/jdbc-bulk-copy-update

A program to demonstrate updating large number of rows in a table using a CSV file, using JDBC's CopyManager

Primary LanguageClojure

jdbc-bulk-copy-update

A clojure program to trace and demonstrate bulk copy-and-update statements in postgresql

Overview

There are real world scenarios where we need to support updating rows in bulk, say, via a CSV file. One such example would be inventory management. The quantity of inventory would need to be updated on a regular basis. The problem comes when you have the store manager uploading a CSV (with updated inventories) to your application server which then needs to update the quantity in the inventory table. This CSV could contain as high as 10K items.

This is an attempt at solving this problem. Instead of sending each update statement one-by-one or constructing a complex query, we can create a temporary table and copy the CSV into the temporary table using JDBC's Copy Manager. Then copy all the data from the temporary table to the inventory table. Drop the temporary table.

Prerequisite

You will need to have docker installed and then run the following command to start jaegar-all-in-one

docker run -d --name jaeger \
  -e COLLECTOR_ZIPKIN_HTTP_PORT=9411 \
  -p 5775:5775/udp \
  -p 6831:6831/udp \
  -p 6832:6832/udp \
  -p 5778:5778 \
  -p 16686:16686 \
  -p 14268:14268 \
  -p 9411:9411 \
  jaegertracing/all-in-one:1.14

You can see the jaegar dashboard in your browser at http://localhost:16686

Usage

The project contains a single file with 3 states - server (http server), tracer (jaegar) and a datasource (next.jdbc).
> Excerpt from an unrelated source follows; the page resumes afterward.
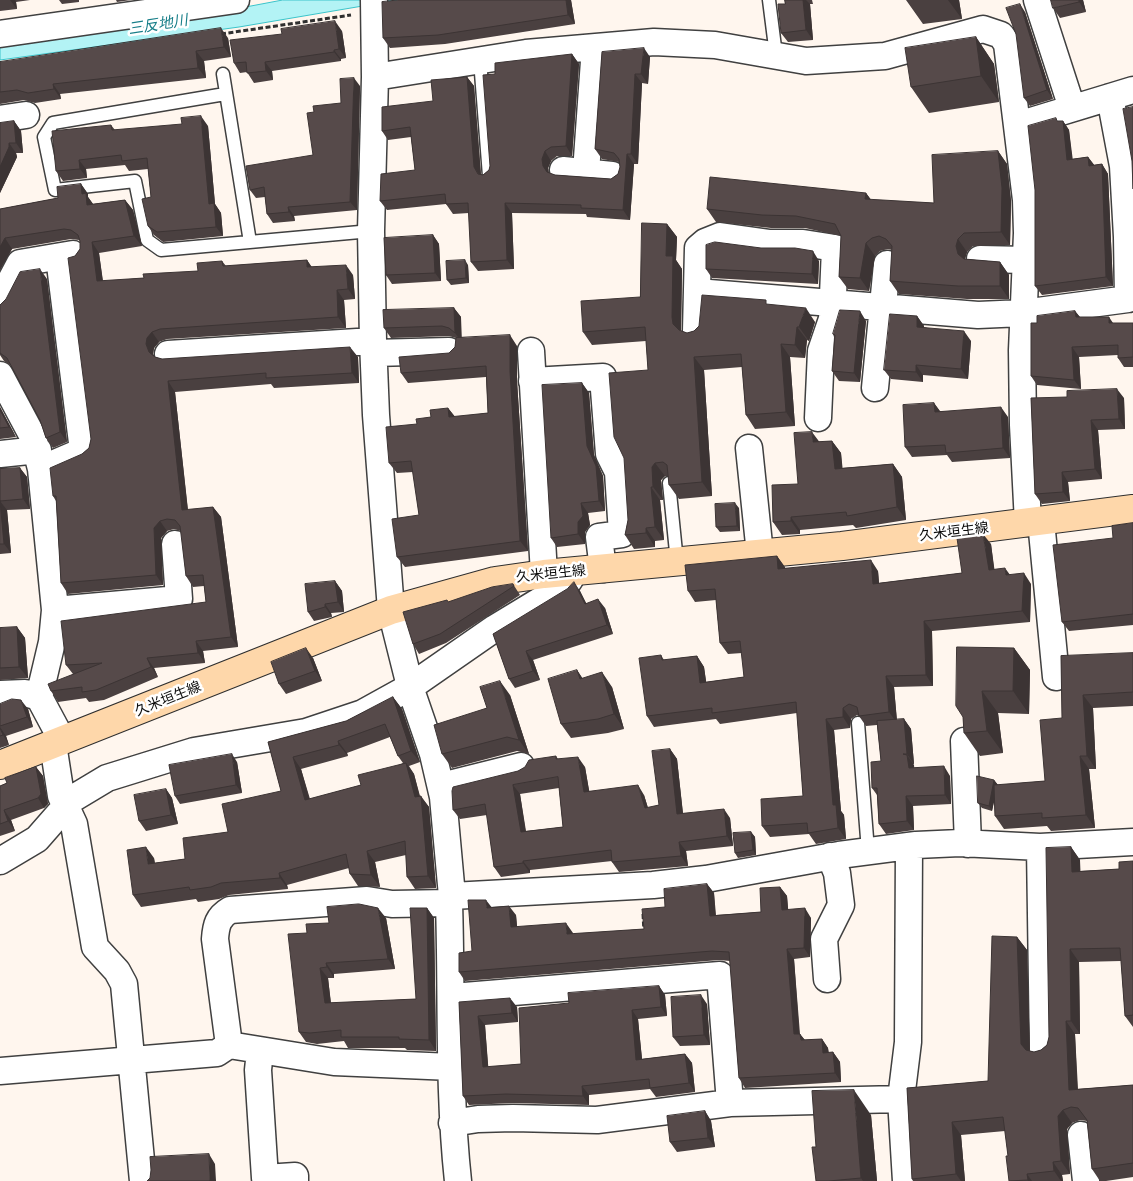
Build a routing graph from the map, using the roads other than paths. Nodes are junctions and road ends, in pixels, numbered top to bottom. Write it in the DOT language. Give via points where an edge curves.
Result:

The file has comments to,

  • Start all the 3 states - server, tracer and datasource
  • Create table in the database (the database bulk_copy_update_test should be created by you)
  • Create a table called inventory
  • Generate master inventory file
  • Copy the master inventory file into table inventory
  • Generate test files in a folder update_csv_files. Each file contains item_id and the updated quantity separated by a comma. Each of these files contains 50K items.
  • Update inventory using the files in folder update_csv_files in a concurrent manner.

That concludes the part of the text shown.